Life is movement, not stagnant balance. Enjoy the slice of leftover cake, enjoy the moments by yourself, enjoy the squeeze, enjoy the absorbing, and enjoy the soup and the biscuits. Be all and everything, or all or nothing. Enjoy whatever is your particular way of wobbling through your days, and learn to value the variety.



We are never going to reach a point where our days are without drama, without friction, without cracks. Our days won’t someday be smoothed over, full of ecstasy and elation—or perhaps completely calm and serene, if that’s more your thing. There will always be stumbles, and we may as well navigate the day with them because that’s the only way we can fully step into our lives.

Otherwise, what are we waiting for? We cannot wait until we’re perfect, until we’ve got through our to-do list, until we’ve streamlined our routine, until we’ve fulfilled all our goals, ambitions and dreams—our real life is unfolding now. Perhaps that’s our task as day artists—to strive to realise that each day is a little life, to remember that this very day is not a dress rehearsal, or to cultivate a small part of us that does.

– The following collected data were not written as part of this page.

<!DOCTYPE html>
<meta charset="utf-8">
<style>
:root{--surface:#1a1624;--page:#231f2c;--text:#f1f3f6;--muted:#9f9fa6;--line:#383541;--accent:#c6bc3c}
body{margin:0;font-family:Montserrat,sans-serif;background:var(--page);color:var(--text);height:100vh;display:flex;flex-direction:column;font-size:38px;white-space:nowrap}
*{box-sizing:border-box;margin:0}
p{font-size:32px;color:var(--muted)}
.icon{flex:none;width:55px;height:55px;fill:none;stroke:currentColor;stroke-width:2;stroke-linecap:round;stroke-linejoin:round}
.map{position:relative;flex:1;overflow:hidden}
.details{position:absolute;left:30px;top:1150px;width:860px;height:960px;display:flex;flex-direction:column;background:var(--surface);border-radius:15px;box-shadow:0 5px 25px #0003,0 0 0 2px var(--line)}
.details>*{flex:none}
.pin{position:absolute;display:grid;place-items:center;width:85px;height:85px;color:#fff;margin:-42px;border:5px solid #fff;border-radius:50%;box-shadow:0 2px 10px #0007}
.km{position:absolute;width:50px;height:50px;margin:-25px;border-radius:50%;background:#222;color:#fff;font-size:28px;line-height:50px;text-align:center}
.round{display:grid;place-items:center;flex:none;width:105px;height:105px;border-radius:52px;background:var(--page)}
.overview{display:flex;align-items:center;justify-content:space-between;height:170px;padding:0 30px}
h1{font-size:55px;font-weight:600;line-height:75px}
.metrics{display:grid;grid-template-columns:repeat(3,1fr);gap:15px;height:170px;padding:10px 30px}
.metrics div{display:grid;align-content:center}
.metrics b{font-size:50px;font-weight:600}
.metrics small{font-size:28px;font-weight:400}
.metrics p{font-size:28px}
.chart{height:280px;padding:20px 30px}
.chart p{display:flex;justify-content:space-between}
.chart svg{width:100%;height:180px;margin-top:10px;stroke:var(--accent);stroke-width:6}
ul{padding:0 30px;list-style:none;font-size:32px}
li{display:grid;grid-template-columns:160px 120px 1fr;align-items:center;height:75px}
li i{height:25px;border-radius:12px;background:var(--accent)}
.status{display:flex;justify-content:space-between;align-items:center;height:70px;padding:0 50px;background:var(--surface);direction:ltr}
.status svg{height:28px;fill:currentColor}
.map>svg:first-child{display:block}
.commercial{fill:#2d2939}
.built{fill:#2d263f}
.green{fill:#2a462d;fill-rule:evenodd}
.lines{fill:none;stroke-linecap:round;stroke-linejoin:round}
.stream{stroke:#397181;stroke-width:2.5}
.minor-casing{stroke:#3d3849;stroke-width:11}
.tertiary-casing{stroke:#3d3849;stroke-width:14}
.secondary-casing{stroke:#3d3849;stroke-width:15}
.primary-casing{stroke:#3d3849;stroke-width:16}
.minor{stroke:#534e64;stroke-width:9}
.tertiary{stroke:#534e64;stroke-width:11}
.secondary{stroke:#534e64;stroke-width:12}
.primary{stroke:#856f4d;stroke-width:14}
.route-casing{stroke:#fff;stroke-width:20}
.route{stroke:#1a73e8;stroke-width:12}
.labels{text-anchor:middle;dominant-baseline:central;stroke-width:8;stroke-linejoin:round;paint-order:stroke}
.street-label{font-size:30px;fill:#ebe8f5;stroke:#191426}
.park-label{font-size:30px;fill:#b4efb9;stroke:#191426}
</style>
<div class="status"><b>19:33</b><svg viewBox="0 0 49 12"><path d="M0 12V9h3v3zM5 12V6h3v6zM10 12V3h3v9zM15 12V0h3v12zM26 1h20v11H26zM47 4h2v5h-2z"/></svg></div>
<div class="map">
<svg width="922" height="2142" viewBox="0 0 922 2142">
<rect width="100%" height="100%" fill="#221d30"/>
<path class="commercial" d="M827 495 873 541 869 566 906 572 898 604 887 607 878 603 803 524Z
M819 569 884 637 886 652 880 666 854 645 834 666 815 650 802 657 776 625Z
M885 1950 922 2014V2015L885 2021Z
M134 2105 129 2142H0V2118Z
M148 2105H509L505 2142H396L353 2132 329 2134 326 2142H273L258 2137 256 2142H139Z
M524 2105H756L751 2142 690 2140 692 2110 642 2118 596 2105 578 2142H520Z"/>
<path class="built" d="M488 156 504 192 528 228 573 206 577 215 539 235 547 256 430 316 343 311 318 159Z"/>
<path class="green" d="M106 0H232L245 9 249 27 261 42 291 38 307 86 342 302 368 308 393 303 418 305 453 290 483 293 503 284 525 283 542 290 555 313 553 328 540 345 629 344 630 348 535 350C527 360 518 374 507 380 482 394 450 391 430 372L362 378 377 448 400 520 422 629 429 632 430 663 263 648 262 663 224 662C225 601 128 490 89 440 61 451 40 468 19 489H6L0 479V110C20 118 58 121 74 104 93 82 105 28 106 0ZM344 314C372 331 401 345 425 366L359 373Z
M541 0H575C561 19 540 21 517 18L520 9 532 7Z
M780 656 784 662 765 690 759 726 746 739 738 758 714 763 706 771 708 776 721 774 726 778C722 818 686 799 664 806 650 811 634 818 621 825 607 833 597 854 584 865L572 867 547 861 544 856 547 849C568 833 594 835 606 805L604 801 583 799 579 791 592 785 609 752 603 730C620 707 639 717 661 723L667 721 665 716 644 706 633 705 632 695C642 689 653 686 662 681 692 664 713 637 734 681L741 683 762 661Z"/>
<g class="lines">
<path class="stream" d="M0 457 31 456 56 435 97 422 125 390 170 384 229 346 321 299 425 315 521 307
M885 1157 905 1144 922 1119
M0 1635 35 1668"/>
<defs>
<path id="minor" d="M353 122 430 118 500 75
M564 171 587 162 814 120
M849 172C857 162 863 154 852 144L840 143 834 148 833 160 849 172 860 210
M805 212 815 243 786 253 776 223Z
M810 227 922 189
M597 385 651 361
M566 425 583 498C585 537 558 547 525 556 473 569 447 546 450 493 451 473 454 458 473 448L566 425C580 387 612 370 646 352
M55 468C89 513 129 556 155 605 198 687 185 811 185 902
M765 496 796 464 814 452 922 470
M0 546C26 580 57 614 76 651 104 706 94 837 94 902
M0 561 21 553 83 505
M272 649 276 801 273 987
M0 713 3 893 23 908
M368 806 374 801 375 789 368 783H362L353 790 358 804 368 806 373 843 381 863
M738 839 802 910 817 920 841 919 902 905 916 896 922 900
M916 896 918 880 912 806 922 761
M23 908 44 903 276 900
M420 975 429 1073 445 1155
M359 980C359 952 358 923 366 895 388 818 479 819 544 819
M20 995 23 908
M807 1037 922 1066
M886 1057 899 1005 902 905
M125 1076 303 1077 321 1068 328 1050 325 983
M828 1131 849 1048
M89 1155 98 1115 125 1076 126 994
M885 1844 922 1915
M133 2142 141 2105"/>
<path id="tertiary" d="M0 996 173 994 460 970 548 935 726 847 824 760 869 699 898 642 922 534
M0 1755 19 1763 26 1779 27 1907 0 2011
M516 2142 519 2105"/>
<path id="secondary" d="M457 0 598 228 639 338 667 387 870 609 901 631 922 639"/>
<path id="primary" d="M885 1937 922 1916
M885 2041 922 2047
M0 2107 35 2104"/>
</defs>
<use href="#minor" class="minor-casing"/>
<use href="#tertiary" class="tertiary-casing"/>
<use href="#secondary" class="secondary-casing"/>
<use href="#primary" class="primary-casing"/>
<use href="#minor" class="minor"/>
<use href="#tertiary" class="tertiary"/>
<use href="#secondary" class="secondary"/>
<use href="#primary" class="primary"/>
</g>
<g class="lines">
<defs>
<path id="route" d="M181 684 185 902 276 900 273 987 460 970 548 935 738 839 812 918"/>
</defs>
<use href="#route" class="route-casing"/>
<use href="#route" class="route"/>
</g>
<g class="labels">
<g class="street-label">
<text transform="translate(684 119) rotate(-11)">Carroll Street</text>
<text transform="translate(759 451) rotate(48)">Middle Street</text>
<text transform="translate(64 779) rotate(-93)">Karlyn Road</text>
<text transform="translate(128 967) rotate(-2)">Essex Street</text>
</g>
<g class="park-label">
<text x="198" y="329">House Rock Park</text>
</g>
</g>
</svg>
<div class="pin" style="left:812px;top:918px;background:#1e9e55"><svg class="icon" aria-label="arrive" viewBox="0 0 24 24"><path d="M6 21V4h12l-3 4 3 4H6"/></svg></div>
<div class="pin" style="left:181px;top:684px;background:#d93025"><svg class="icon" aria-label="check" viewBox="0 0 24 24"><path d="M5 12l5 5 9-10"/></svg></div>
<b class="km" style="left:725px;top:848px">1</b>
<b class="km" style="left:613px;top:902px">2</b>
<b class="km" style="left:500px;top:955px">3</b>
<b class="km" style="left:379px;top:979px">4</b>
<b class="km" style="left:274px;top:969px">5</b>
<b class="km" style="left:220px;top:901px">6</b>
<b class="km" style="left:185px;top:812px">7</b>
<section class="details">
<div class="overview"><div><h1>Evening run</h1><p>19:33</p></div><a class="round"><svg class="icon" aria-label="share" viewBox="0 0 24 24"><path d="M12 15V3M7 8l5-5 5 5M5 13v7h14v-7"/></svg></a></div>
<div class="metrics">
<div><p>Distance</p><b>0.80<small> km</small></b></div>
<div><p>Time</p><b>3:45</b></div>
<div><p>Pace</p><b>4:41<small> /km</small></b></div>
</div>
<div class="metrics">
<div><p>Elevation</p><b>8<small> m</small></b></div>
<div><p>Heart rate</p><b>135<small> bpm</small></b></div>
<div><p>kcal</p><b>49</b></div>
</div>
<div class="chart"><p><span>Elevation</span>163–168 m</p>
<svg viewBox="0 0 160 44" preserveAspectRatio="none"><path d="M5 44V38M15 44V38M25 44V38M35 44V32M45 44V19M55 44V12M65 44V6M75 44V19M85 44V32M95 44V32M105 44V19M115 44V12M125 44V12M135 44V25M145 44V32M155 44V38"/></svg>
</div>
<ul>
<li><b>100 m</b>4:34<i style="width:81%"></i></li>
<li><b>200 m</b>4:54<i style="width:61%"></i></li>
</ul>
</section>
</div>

Even if you didn’t do the thing today, find something to enjoy

  • Enjoy the failures and mistakes—they’re a sign we’re trying.
  • Enjoy the unknown—it’s where we discover something new.
  • Enjoy the rest, the boredom, the empty moments—that’s where we find insight.
  • Enjoy the busy, too—that’s where we can find momentum.
  • Enjoy the rut—that’s where we can discover a new path.
  • Enjoy the wobble—that’s where we find the variances that light us up.
  • Enjoy the learning—it’s where we can never fail.
  • Enjoy the limitations—it’s where we find awe and creativity.
  • Enjoy the choices we make as well as the plans that change—they’re often the making of our lives.